Jacob Appelbaum was traveling through Toronto, Canada, on March 4th, 2006, and innocently stopped to get some cash out of his Citibank account via ATM.
Little did he know that this simple act would open the door to yet another massive security breach surrounding debit cards and ATM networks.
Appelbaum tried repeatedly to withdraw $100 from his account, and was denied, his account marked as "ineligible."
He tried contacting Citibank, and was told that there had been a breach of the ATM network Citibank uses for transactions in Canada, Britain, and Russia. His card would be canceled and reissued, but as he was outside the U.S., that was of little help to him.
"The ATM network in Canada has been compromised and as a result, using my ATM card over the Canadian network locked my account automatically," he related.
"[The bank representative] informed me that this has been an ongoing issue for the last two weeks.
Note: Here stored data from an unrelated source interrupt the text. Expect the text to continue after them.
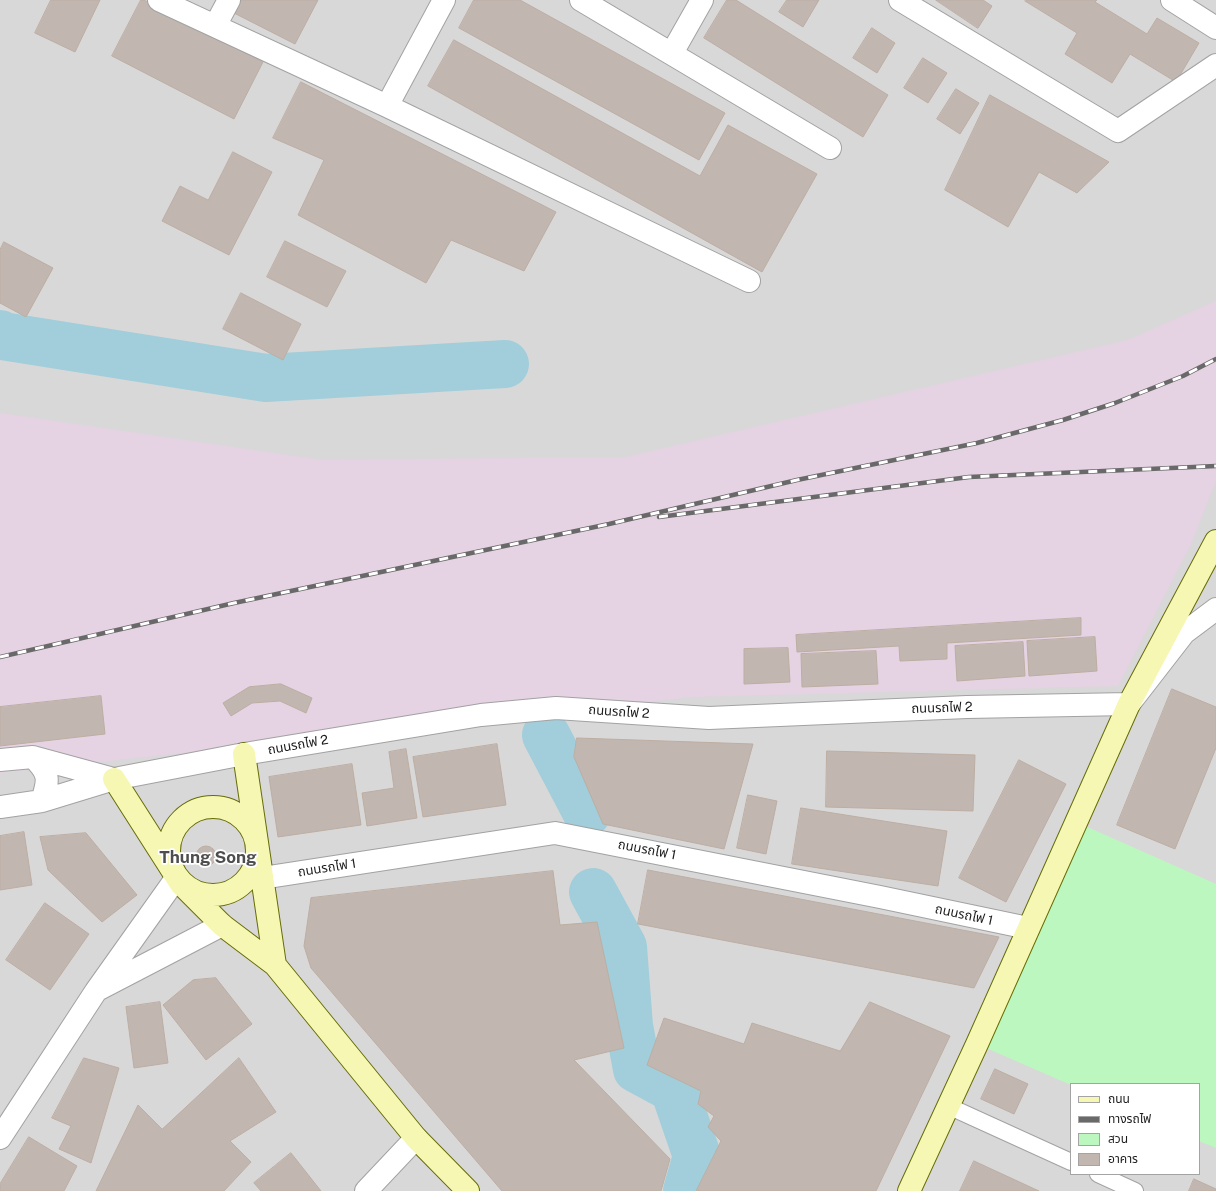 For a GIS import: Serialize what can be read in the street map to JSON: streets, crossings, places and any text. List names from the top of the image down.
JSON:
{
  "streets": {
    "street": ["ถนนรถไฟ 2", "ถนนรถไฟ 1"]
  },
  "districts": ["Thung Song"],
  "legend": [
    "ถนน",
    "ทางรถไฟ",
    "สวน",
    "อาคาร"
  ]
}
When I asked why there was no media attention, she said she wasn't sure. I said it was a pretty big deal and she agreed."
Appelbaum, a network security consultant by trade, wasn't satisfied with the answers he got. He asked if a "class break" was responsible for the ATM compromise.
In security parlance, a "class break" is when one particular breach opens up a network to more breaches, and can attack different security instances in one system. The Citibank representative he spoke to confirmed -- at the time -- that this was the case.
But was it?
The Plot Thickens
As is often the case these days, blogs and independent news sites picked up on Appelbaum's story before the mainstream media did. BoingBoing, one of the Web's most highly trafficked blogs, took notice of the incident and followed up on it.
Other instances of Citibank debit and credit cards being shut down and leaving their users without cash began to surface. Pro-shopper blog the Consumerist got a note from someone claiming to be a Citibank employee, who related that Citibank employees were just as clueless about the breach as their customers.
"A client came into the branch late last week (She was traveling in Canada), and her card stopped working for no reason," the anonymous writer said.
"She called up Citiphone and they gave her no reason as to why the card was blocked, and had a new card sent to our branch. Since she was in Canada, this really didn't help her out one bit."
Citibank issued a press release on March 6th stating that the cards were locked due to "previous retailer breaches" in the U.S. "To protect customer accounts that were affected, we placed a special transaction block in those three countries on PIN based transactions," the statement said. "We are currently reissuing cards, as appropriate, to affected customers."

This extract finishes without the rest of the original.